After reading the entries below, report how many lines have the string "other" in them, giving the number alone.

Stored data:
* * * * *
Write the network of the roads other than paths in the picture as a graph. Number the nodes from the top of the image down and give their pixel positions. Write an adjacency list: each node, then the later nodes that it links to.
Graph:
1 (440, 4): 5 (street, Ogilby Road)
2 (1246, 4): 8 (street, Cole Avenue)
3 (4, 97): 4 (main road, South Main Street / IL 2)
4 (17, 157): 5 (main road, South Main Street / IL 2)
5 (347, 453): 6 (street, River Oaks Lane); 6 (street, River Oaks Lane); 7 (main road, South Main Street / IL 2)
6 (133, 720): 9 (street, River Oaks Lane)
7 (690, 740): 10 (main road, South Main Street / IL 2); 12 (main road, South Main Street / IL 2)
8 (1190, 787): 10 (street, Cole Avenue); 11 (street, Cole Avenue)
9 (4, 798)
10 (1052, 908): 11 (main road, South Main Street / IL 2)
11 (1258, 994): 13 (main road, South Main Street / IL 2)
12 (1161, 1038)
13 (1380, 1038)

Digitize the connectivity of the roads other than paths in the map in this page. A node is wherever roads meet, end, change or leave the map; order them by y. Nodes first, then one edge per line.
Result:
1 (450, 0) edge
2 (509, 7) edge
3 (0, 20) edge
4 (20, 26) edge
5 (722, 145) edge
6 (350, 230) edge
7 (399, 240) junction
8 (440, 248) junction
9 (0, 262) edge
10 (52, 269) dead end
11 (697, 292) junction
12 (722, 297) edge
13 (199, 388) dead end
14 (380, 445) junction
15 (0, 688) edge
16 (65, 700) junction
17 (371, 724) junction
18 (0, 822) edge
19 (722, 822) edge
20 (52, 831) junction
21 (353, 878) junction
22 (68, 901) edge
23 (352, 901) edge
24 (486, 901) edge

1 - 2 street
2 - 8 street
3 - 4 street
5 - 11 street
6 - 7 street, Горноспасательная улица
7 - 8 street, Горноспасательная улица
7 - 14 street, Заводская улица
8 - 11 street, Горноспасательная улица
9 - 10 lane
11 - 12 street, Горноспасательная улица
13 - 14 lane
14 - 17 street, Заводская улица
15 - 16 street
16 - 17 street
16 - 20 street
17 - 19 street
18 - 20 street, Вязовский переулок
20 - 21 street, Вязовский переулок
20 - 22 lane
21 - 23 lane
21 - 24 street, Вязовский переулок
* * * * *
Result of the exercise
2